One of the earliest obtainable maps to depict the Louisiana Purchase and certainly one of the most interesting. Engraved by Henry Schenk Tanner, the map is one of Tanner's earliest works and a forerunner to many of the most important maps of the Transmissisippi West. The map is the offspring of Antoine Soulard's map of the west, which was created at the request of the Spanish Governor of Louisiana, then based in St. Louis, who had requested an up to date map of the Missouri and Mississippi River Basins. An English copy of the Soulard map was one of the most important maps taken by Lewis & Clark on their overland trek to the Pacific. The cartography of the region west of the Mississippi is described by Wheat in his Mapping the Transmississippi West over 5 pages, noting all of the firsts and important features. Certainly this was the best widely circulated map of the region prior to the explorations of Lewis & Clark. Lewis and Soulard incorporate the maps of John Evans, James Mackay, Jacques d'Eglise and Jean Baptiste Truteau, each of which existed only in manuscript form. As Wheat states, until Lewis and Clark's own map appeared in print in 1814, the Soulard map, in the version offered to the public by Arrowsmith & Lewis in 1804, constituted the most ambitious, and --despite its many obvious infirmities--the most informative published attempt to portray the West and Northwest of what is now the United States. An essential map of the American West. Wheat 259.
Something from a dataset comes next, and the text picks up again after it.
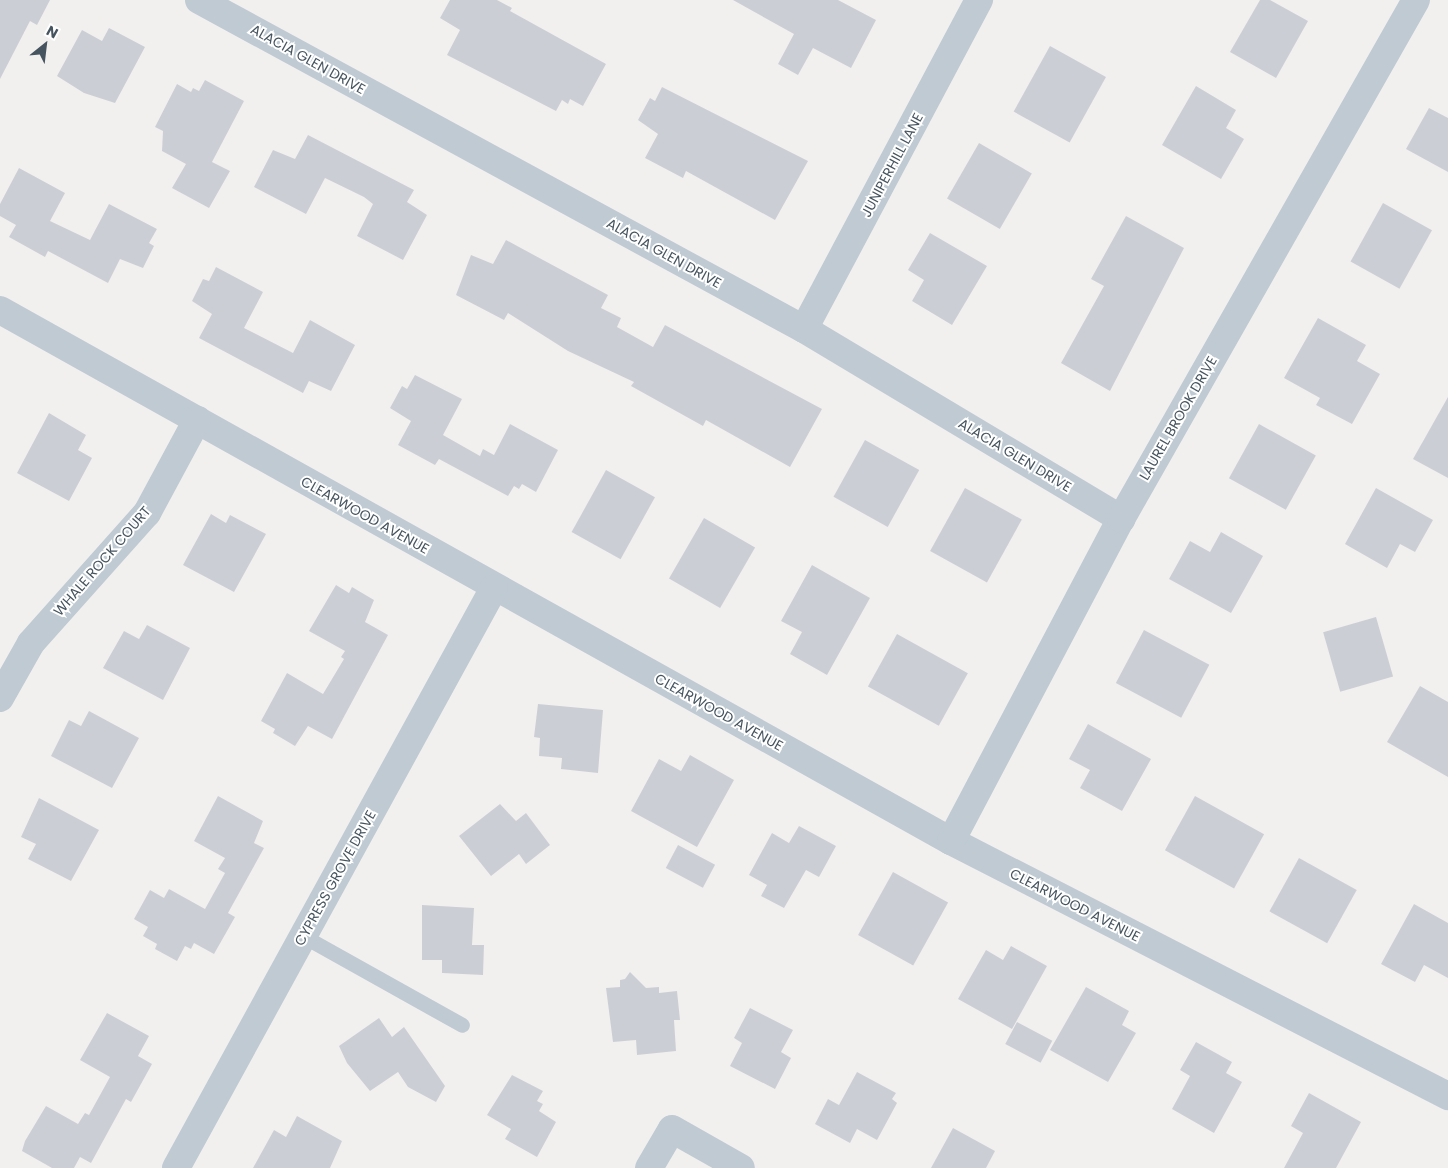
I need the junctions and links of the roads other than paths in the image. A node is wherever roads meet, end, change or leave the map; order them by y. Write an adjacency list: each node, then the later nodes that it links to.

The Arrowsmiths were a cartographic dynasty which operated from the late-eighteenth century to the mid-nineteenth. The family business was founded by Aaron Arrowsmith (1750-1823), who was renowned for carefully prepared and meticulously updated maps, globes, and charts. He created many maps that covered multiple sheets and which were massive in total size. His spare yet exacting style was recognized around the world and mapmakers from other countries, especially the young country of the United States, sought his maps and charts as exemplars for their own work.
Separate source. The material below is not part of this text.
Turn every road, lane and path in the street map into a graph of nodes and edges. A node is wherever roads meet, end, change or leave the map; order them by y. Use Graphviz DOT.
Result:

Aaron Arrowsmith was born in County Durham in 1750. He came to London for work around 1770, where he found employment as a surveyor for the city’s mapmakers. By 1790, he had set up his own shop which specialized in general charts. Arrowsmith had five premises in his career, most of which were located on or near Soho Square, a neighborhood the led him to rub shoulders with the likes of Joseph Banks, the naturalist, and Matthew Flinders, the hydrographer.
Through his business ties and employment at the Hydrographic Office, Arrowsmith made other important relationships with Alexander Dalrymple, the Hudson’s Bay Company, and others entities. In 1810 he became Hydrographer to the Prince of Wales and, in 1820, Hydrographer to the King.
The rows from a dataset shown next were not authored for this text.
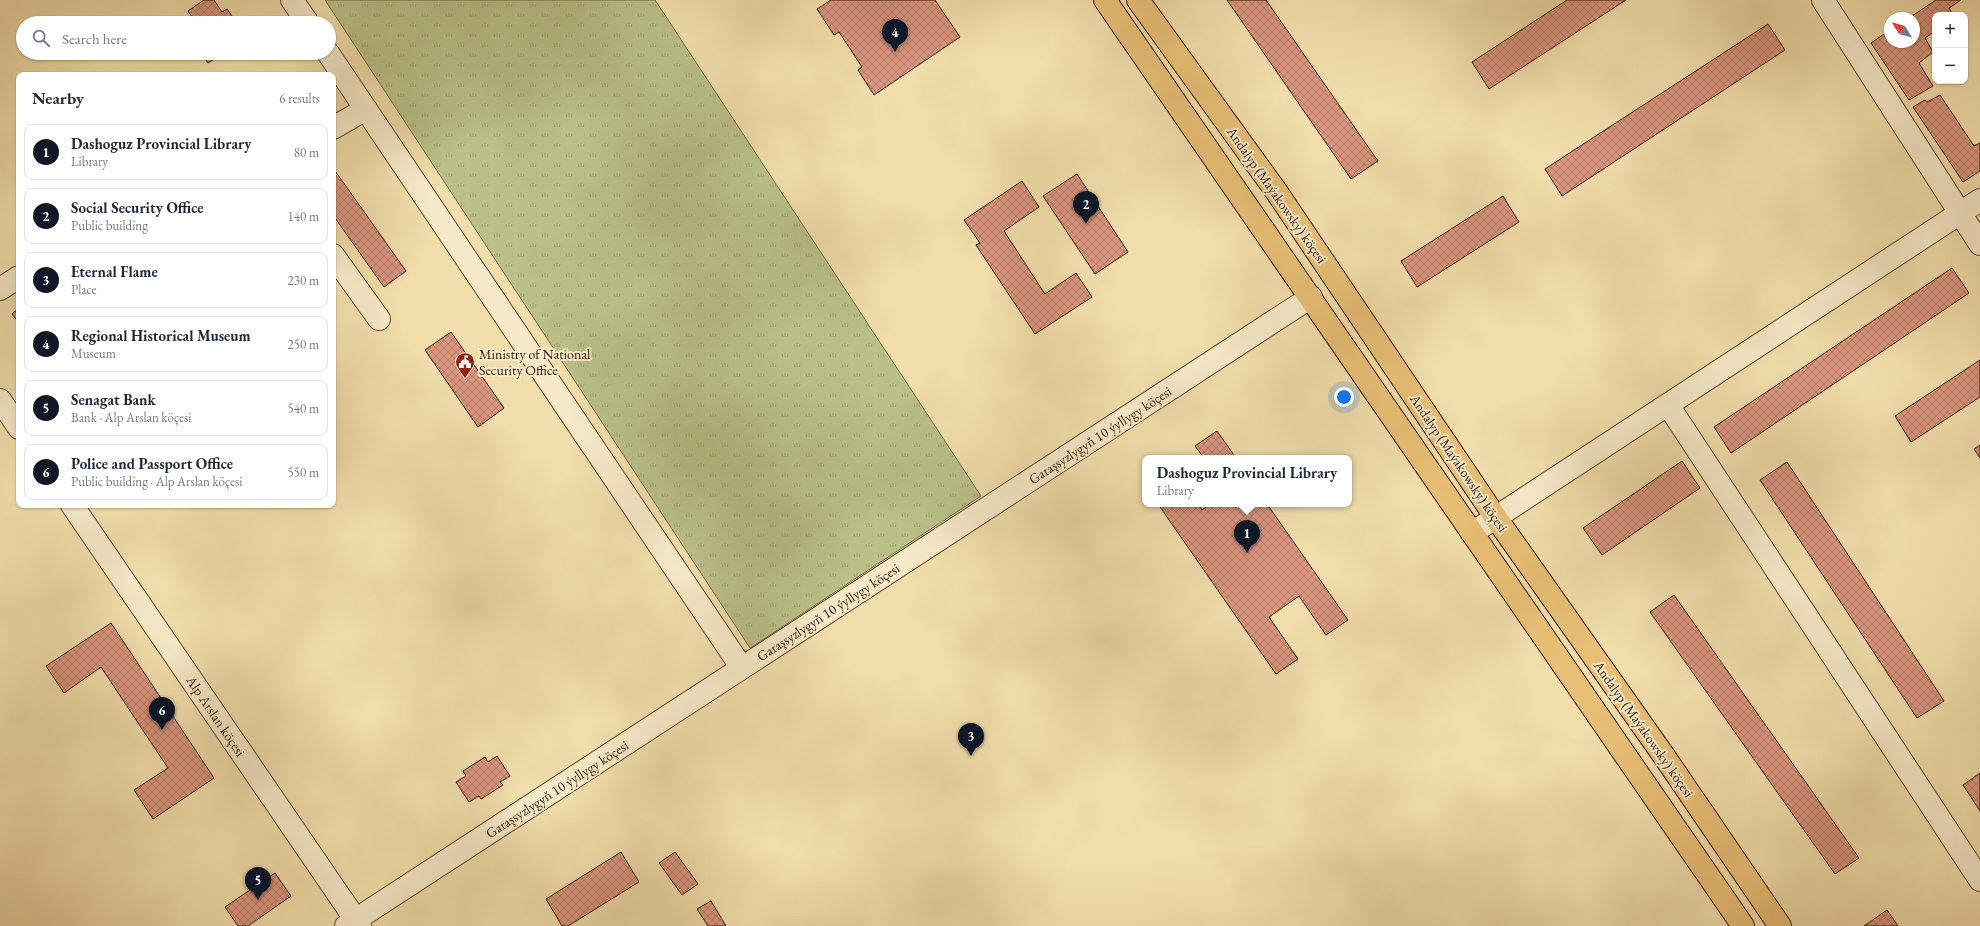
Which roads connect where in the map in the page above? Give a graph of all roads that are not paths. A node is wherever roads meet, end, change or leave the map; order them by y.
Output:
1 (292, 0) edge
2 (1106, 0) edge
3 (1138, 0) edge
4 (1823, 0) edge
5 (303, 16) edge
6 (333, 60) edge
7 (366, 109) junction
8 (336, 126) edge
9 (1980, 200) edge
10 (1960, 214) junction
11 (1980, 244) edge
12 (336, 259) edge
13 (16, 279) edge
14 (0, 289) edge
15 (1311, 298) junction
16 (379, 319) dead end
17 (0, 400) edge
18 (1668, 405) junction
19 (16, 421) edge
20 (74, 508) edge
21 (1496, 518) junction
22 (1472, 533) junction
23 (742, 668) junction
24 (1980, 880) edge
25 (354, 924) edge
26 (1743, 926) edge
27 (1780, 926) edge

1 - 5 street
2 - 15 main road, Andalyp (Maýakowsky) köçesi
3 - 21 main road, Andalyp (Maýakowsky) köçesi
4 - 10 street
6 - 7 street
7 - 8 street
7 - 23 street
9 - 10 street
10 - 11 street
10 - 18 street
12 - 16 street
13 - 14 street
15 - 22 main road, Andalyp (Maýakowsky) köçesi
15 - 23 street, Garaşsyzlygyň 10 ýyllygy köçesi
17 - 19 street
18 - 21 street
18 - 24 street
20 - 25 street, Alp Arslan köçesi
21 - 22 street
21 - 27 main road, Andalyp (Maýakowsky) köçesi
22 - 26 main road, Andalyp (Maýakowsky) köçesi
23 - 25 street, Garaşsyzlygyň 10 ýyllygy köçesi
Aaron Arrowsmith died in 1823, whereby the business and title of Hydrographer to the King passed to his sons, Aaron and Samuel, and, later, his nephew, John. Aaron Jr. (1802-1854) was a founder member of the Royal Geographical Society (RGS) and left the family business in 1832; instead, he enrolled at Oxford to study to become a minister. Samuel (1805-1839) joined Aaron as a partner in the business and they traded together until Aaron left for the ministry. Samuel died at age 34 in 1839; his brother presided over his funeral. The remaining stock and copper plates were bought at auction by John Arrowsmith, their cousin.
John (1790-1873) operated his own independent business after his uncle, Aaron Arrowsmith Sr., died. After 1839, John moved into the Soho premises of his uncle and cousins. John enjoyed considerable recognition in the geography and exploration community. Like Aaron Jr., John was a founder member of the RGS and would serve as its unofficial cartographer for 43 years. Several geographical features in Australia and Canada are named after him. He carried the title Hydrographer to Queen Victoria. He died in 1873 and the majority of his stock was eventually bought by Edward Stanford, who co-founded Stanford’s map shop, which is still open in Covent Garden, London today.